We have deployed a new Nessus scanner on a dual quad-core machine with lots of RAM. After the first instance we forced the NIC on the Nessus scanner to 100Mbps. The failover still occurs.

I beleive that the heartbeat message is not getting through due to the CPU overhead of the session creation & teardown in conjunction with the debug logging to 2 destinations; our MARS210R and a Linux Syslog server.

While the specs for the FWSM state 100,000 conns/sec our utilization monitoring (MRTG) shows only a Max of 2973cps on a 5-min smoothed average. The MARS reports 100,000 events/min from the FWSM and the syslog server shows 1.63 million log messages processed in the 5-minute interval the failover occured.

Questions:

Will a FWSM OS upgrade help this out (i.e. something that provides a better CPU slice to the heartbeats) - we are constrained to 3.2(6) due to OS dependency H$LL with CSM?

Will a special rule to not debug log the traffic from the Nessus server lower CPU utilization?

I'm not really comfortable adjusting the failover timers as I really don't want to mess with the devices ability to quickly respond to a real failure rather than us just shooting ourselves in the foot :-0

twitchy/pri/act# sh failover
Failover On
Failover unit Primary
Failover LAN Interface: failover Vlan 2 (up)
Unit Poll frequency 1 seconds, holdtime 15 seconds
Interface Poll frequency 15 seconds
Interface Policy 50%
Monitored Interfaces 0 of 250 maximum
failover replication http
Config sync: active
Version: Ours 3.2(6), Mate 3.2(6)

Regards,

Bruce

Panos Kampanakis · ‎06-17-2010

Yes, logs on ACLs will spike the cpu. Make sure you remove them and you will see great improvement.

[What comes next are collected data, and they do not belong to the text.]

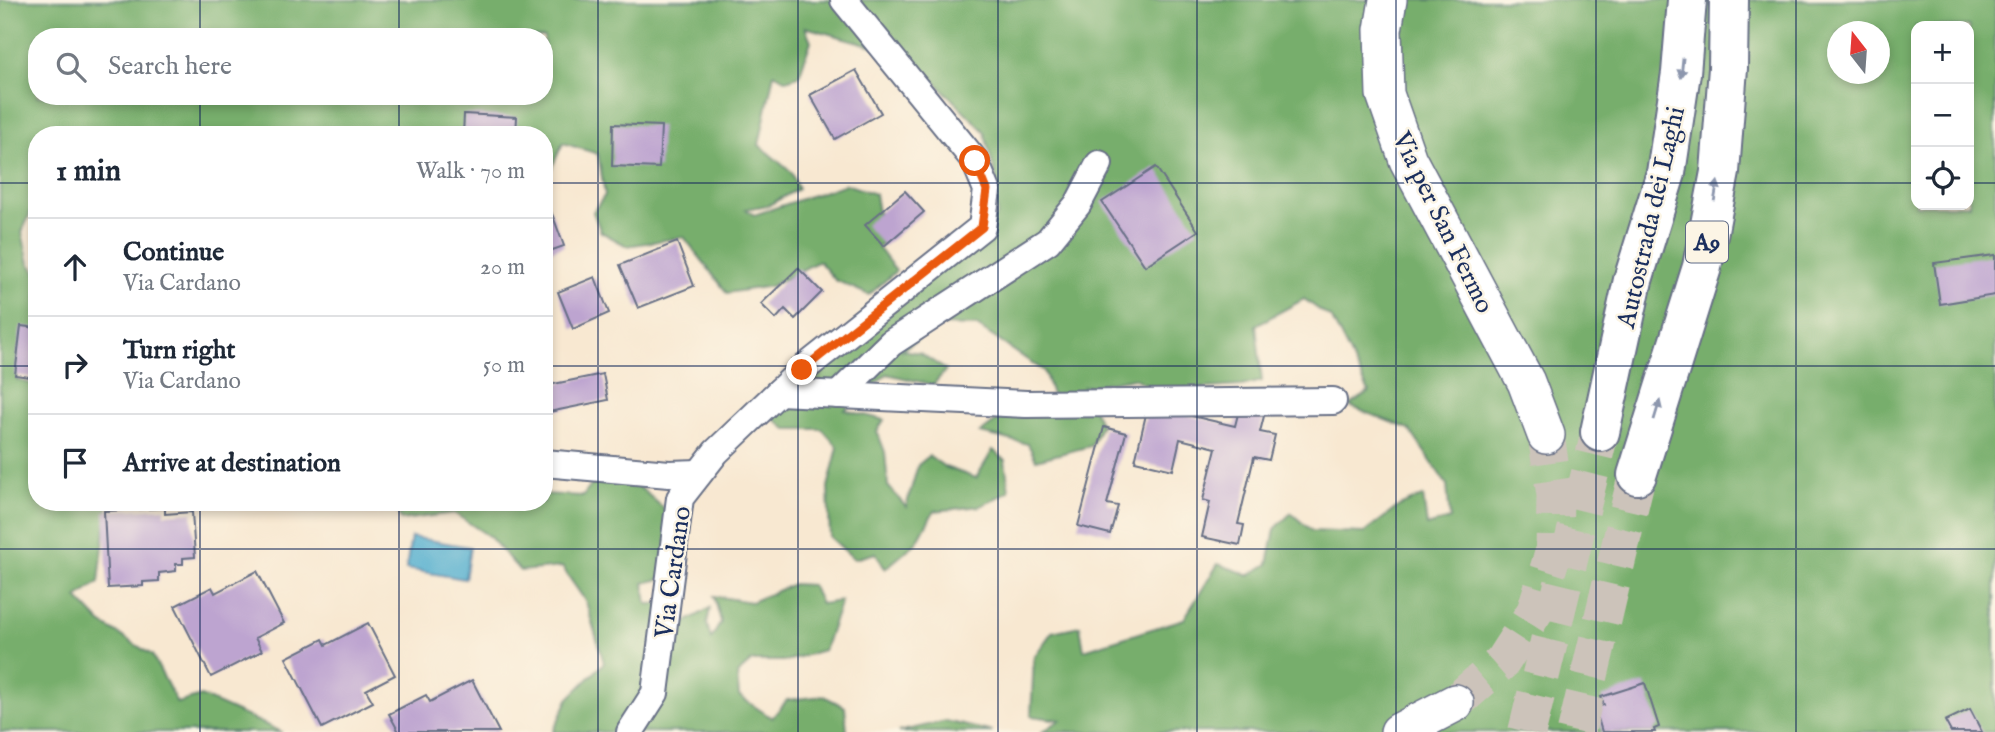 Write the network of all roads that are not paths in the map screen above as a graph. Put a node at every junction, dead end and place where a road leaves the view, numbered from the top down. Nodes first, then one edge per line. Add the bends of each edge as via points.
1 (844, 0) edge
2 (1388, 0) edge
3 (1688, 0) edge
4 (1729, 0) edge
5 (1099, 163) dead end
6 (779, 392) junction
7 (838, 395) junction
8 (1334, 401) dead end
9 (1600, 432) tunnel mouth
10 (1546, 435) tunnel mouth
11 (553, 464) edge
12 (699, 473) junction
13 (1637, 475) tunnel mouth
14 (1455, 703) tunnel mouth
15 (630, 732) edge
16 (1399, 732) edge

1 - 6 street, Via Cardano via 975,161 987,190 982,227
2 - 10 main road, Via per San Fermo via 1383,30 1385,94 1408,160 1526,382
3 -> 9 highway, Autostrada dei Laghi / A9 via 1666,173 1633,280
13 -> 4 highway, Autostrada dei Laghi / A9 via 1702,267 1720,172
5 - 7 street via 1078,204 1048,241 891,343
6 - 7 street
6 - 12 street, Via Cardano
7 - 8 street via 1026,404
11 - 12 street
12 - 15 street, Via Cardano via 680,498 655,693
14 - 16 main road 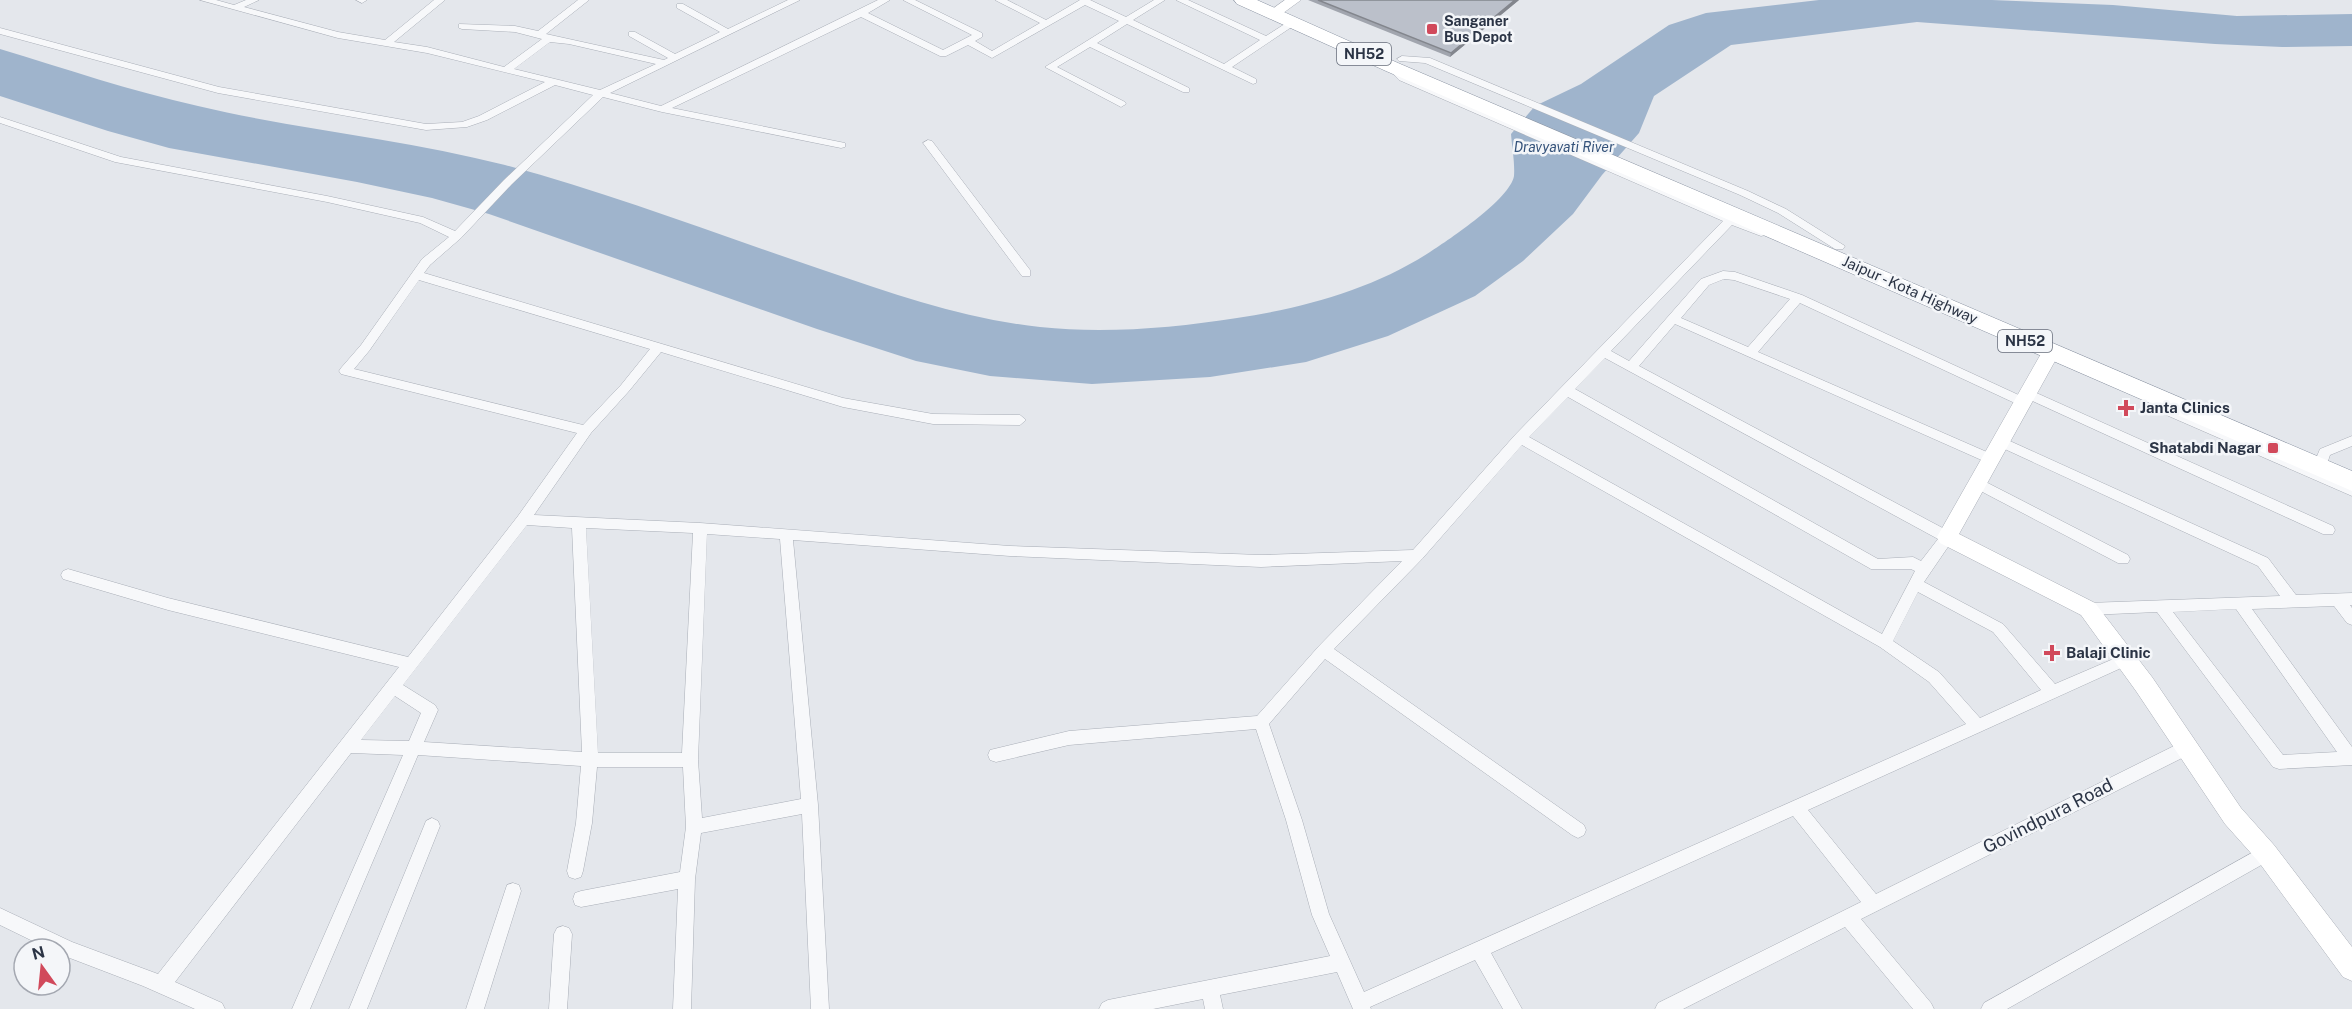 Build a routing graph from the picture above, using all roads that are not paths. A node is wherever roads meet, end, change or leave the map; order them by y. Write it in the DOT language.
graph roads {
  1 [pos="205,0"];
  2 [pos="254,0"];
  3 [pos="440,0"];
  4 [pos="584,0"];
  5 [pos="767,0"];
  6 [pos="795,0"];
  7 [pos="885,0"];
  8 [pos="908,0"];
  9 [pos="1000,0"];
  10 [pos="1085,0"];
  11 [pos="1160,0"];
  12 [pos="1181,0"];
  13 [pos="1269,3"];
  14 [pos="680,6"];
  15 [pos="782,6"];
  16 [pos="234,8"];
  17 [pos="861,13"];
  18 [pos="1129,20"];
  19 [pos="1294,22"];
  20 [pos="1046,23"];
  21 [pos="462,26"];
  22 [pos="0,30"];
  23 [pos="728,33"];
  24 [pos="632,34"];
  25 [pos="544,37"];
  26 [pos="1267,40"];
  27 [pos="968,42"];
  28 [pos="387,43"];
  29 [pos="1090,43"];
  30 [pos="670,61"];
  31 [pos="1397,63"];
  32 [pos="1226,67"];
  33 [pos="506,70"];
  34 [pos="1253,81"];
  35 [pos="553,82"];
  36 [pos="1186,90"];
  37 [pos="600,94"];
  38 [pos="1121,104"];
  39 [pos="662,109"];
  40 [pos="0,120"];
  41 [pos="928,143"];
  42 [pos="841,145"];
  43 [pos="1703,193"];
  44 [pos="1729,221"];
  45 [pos="457,236"];
  46 [pos="1790,242"];
  47 [pos="1839,246"];
  48 [pos="1026,273"];
  49 [pos="417,275"];
  50 [pos="1798,298"];
  51 [pos="1673,319"];
  52 [pos="657,348"];
  53 [pos="1603,352"];
  54 [pos="1750,353"];
  55 [pos="2050,355"];
  56 [pos="1631,367"];
  57 [pos="1566,390"];
  58 [pos="2025,398"];
  59 [pos="1020,420"];
  60 [pos="586,430"];
  61 [pos="1520,438"];
  62 [pos="2352,441"];
  63 [pos="2001,442"];
  64 [pos="1991,459"];
  65 [pos="2352,464"];
  66 [pos="2320,465"];
  67 [pos="2352,482"];
  68 [pos="1978,483"];
  69 [pos="2352,491"];
  70 [pos="524,520"];
  71 [pos="579,523"];
  72 [pos="700,528"];
  73 [pos="2328,530"];
  74 [pos="786,534"];
  75 [pos="1947,537"];
  76 [pos="1417,555"];
  77 [pos="2123,559"];
  78 [pos="1923,569"];
  79 [pos="68,575"];
  80 [pos="1915,584"];
  81 [pos="2345,599"];
  82 [pos="2292,601"];
  83 [pos="2238,602"];
  84 [pos="2160,605"];
  85 [pos="2088,609"];
  86 [pos="2352,619"];
  87 [pos="1885,643"];
  88 [pos="1324,650"];
  89 [pos="2125,660"];
  90 [pos="411,664"];
  91 [pos="393,687"];
  92 [pos="2052,692"];
  93 [pos="1261,722"];
  94 [pos="1977,726"];
  95 [pos="347,746"];
  96 [pos="2186,747"];
  97 [pos="413,748"];
  98 [pos="996,755"];
  99 [pos="2352,758"];
  100 [pos="590,760"];
  101 [pos="690,760"];
  102 [pos="810,805"];
  103 [pos="1796,807"];
  104 [pos="432,826"];
  105 [pos="694,827"];
  106 [pos="1578,830"];
  107 [pos="2266,853"];
  108 [pos="575,871"];
  109 [pos="687,879"];
  110 [pos="513,891"];
  111 [pos="581,899"];
  112 [pos="1873,904"];
  113 [pos="0,916"];
  114 [pos="1848,917"];
  115 [pos="563,934"];
  116 [pos="1479,949"];
  117 [pos="1343,962"];
  118 [pos="2352,968"];
  119 [pos="161,985"];
  120 [pos="1209,989"];
  121 [pos="185,1003"];
  122 [pos="1360,1006"];
  123 [pos="216,1009"];
  124 [pos="301,1009"];
  125 [pos="358,1009"];
  126 [pos="475,1009"];
  127 [pos="558,1009"];
  128 [pos="682,1009"];
  129 [pos="820,1009"];
  130 [pos="1108,1009"];
  131 [pos="1214,1009"];
  132 [pos="1513,1009"];
  133 [pos="1664,1009"];
  134 [pos="1925,1009"];
  135 [pos="1990,1009"];
  1 -- 16 [label="street"];
  2 -- 16 [label="street"];
  3 -- 28 [label="street"];
  4 -- 25 [label="street"];
  5 -- 15 [label="street"];
  6 -- 15 [label="street"];
  7 -- 17 [label="street"];
  8 -- 27 [label="street"];
  9 -- 20 [label="street"];
  10 -- 18 [label="street"];
  10 -- 20 [label="street"];
  11 -- 18 [label="street"];
  12 -- 26 [label="street"];
  13 -- 19 [label="highway, NH52"];
  13 -- 31 [label="highway, NH52"];
  14 -- 23 [label="street"];
  15 -- 23 [label="street"];
  16 -- 28 [label="street"];
  17 -- 27 [label="street"];
  17 -- 39 [label="street"];
  18 -- 29 [label="street"];
  18 -- 32 [label="street"];
  19 -- 26 [label="street"];
  19 -- 31 [label="highway, NH52"];
  20 -- 27 [label="street"];
  21 -- 25 [label="street"];
  22 -- 35 [label="street"];
  23 -- 30 [label="street"];
  24 -- 30 [label="street"];
  25 -- 30 [label="street"];
  25 -- 33 [label="street"];
  26 -- 32 [label="street"];
  28 -- 33 [label="street"];
  29 -- 36 [label="street"];
  29 -- 38 [label="street"];
  30 -- 37 [label="street"];
  31 -- 43 [label="highway, NH52"];
  31 -- 44 [label="street"];
  31 -- 47 [label="street"];
  32 -- 34 [label="street"];
  33 -- 35 [label="street"];
  35 -- 37 [label="street"];
  37 -- 39 [label="street"];
  37 -- 45 [label="street"];
  39 -- 42 [label="street"];
  40 -- 45 [label="street"];
  41 -- 48 [label="street"];
  43 -- 46 [label="highway, Jaipur - Kota Highway / NH52"];
  43 -- 47 [label="highway, NH52"];
  44 -- 46 [label="street"];
  44 -- 53 [label="street"];
  45 -- 49 [label="street"];
  46 -- 55 [label="highway, Jaipur - Kota Highway / NH52"];
  47 -- 66 [label="highway, NH52"];
  49 -- 52 [label="street"];
  49 -- 60 [label="street"];
  50 -- 51 [label="street"];
  50 -- 54 [label="street"];
  50 -- 58 [label="street"];
  51 -- 54 [label="street"];
  51 -- 56 [label="street"];
  52 -- 59 [label="street"];
  52 -- 60 [label="street"];
  53 -- 56 [label="street"];
  53 -- 57 [label="street"];
  54 -- 64 [label="street"];
  55 -- 58 [label="street"];
  55 -- 66 [label="highway, Jaipur - Kota Highway / NH52"];
  56 -- 75 [label="street"];
  57 -- 61 [label="street"];
  57 -- 78 [label="street"];
  58 -- 63 [label="street"];
  58 -- 73 [label="street"];
  60 -- 70 [label="street"];
  61 -- 76 [label="street"];
  61 -- 87 [label="street"];
  62 -- 66 [label="street"];
  63 -- 64 [label="street"];
  63 -- 82 [label="street"];
  64 -- 68 [label="street"];
  65 -- 66 [label="highway, NH52"];
  66 -- 67 [label="highway, Jaipur - Kota Highway / NH52"];
  66 -- 69 [label="street"];
  68 -- 75 [label="street"];
  68 -- 77 [label="street"];
  70 -- 71 [label="street"];
  70 -- 90 [label="street"];
  71 -- 72 [label="street"];
  71 -- 100 [label="street"];
  72 -- 74 [label="street"];
  72 -- 101 [label="street"];
  74 -- 76 [label="street"];
  74 -- 102 [label="street"];
  75 -- 78 [label="street"];
  75 -- 85 [label="street"];
  76 -- 88 [label="street"];
  78 -- 80 [label="street"];
  79 -- 90 [label="street"];
  80 -- 87 [label="street"];
  80 -- 92 [label="street"];
  81 -- 82 [label="street"];
  81 -- 86 [label="street"];
  82 -- 83 [label="street"];
  83 -- 84 [label="street"];
  83 -- 99 [label="street"];
  84 -- 85 [label="street"];
  84 -- 99 [label="street"];
  85 -- 89 [label="street"];
  87 -- 94 [label="street"];
  88 -- 93 [label="street"];
  88 -- 106 [label="street"];
  89 -- 92 [label="street"];
  89 -- 96 [label="street"];
  90 -- 91 [label="street"];
  91 -- 95 [label="street"];
  91 -- 97 [label="street"];
  92 -- 94 [label="street"];
  93 -- 98 [label="street"];
  93 -- 117 [label="street"];
  94 -- 103 [label="street"];
  95 -- 97 [label="street"];
  95 -- 119 [label="street"];
  96 -- 107 [label="street"];
  96 -- 112 [label="street, Govindpura Road"];
  97 -- 100 [label="street"];
  97 -- 124 [label="street"];
  100 -- 101 [label="street"];
  100 -- 108 [label="street"];
  101 -- 105 [label="street"];
  102 -- 105 [label="street"];
  102 -- 129 [label="street"];
  103 -- 112 [label="street"];
  103 -- 116 [label="street"];
  104 -- 125 [label="street"];
  105 -- 109 [label="street"];
  107 -- 118 [label="street"];
  107 -- 135 [label="street"];
  109 -- 111 [label="street"];
  109 -- 128 [label="street"];
  110 -- 126 [label="street"];
  112 -- 114 [label="street, Govindpura Road"];
  113 -- 119 [label="street"];
  114 -- 133 [label="street, Govindpura Road"];
  114 -- 134 [label="street"];
  115 -- 127 [label="street"];
  116 -- 122 [label="street"];
  116 -- 132 [label="street"];
  117 -- 120 [label="street"];
  117 -- 122 [label="street"];
  119 -- 121 [label="street"];
  120 -- 130 [label="street"];
  120 -- 131 [label="street"];
  121 -- 123 [label="street"];
}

Also snmp and routing protocols can spike the cpu.

I hope it helps.

PK

View solution in original post

Panos Kampanakis · ‎06-17-2010

Yes, logs on ACLs will spike the cpu. Make sure you remove them and you will see great improvement.

Also snmp and routing protocols can spike the cpu.

I hope it helps.

PK

GrumpyBear · ‎06-17-2010

Thanks - I added explicit permits for the nessus server appending "logging disabled" as we do need the debug level logs for accurate false positive recognition on the MARS for the rest of the traffic. I was dropping the nessus events on the MARS but it makes more sense to tune the rule at the source.

Regards,

Bruce

Panos Kampanakis · ‎06-17-2010

I believe you will see great cpu inprovement.

Good luck...

PK

GrumpyBear · ‎09-27-2010

OK - so on to the next round of Quarterly Vulnerability Scans ...

The FWSM failed over again.

Time to adjust the timers ...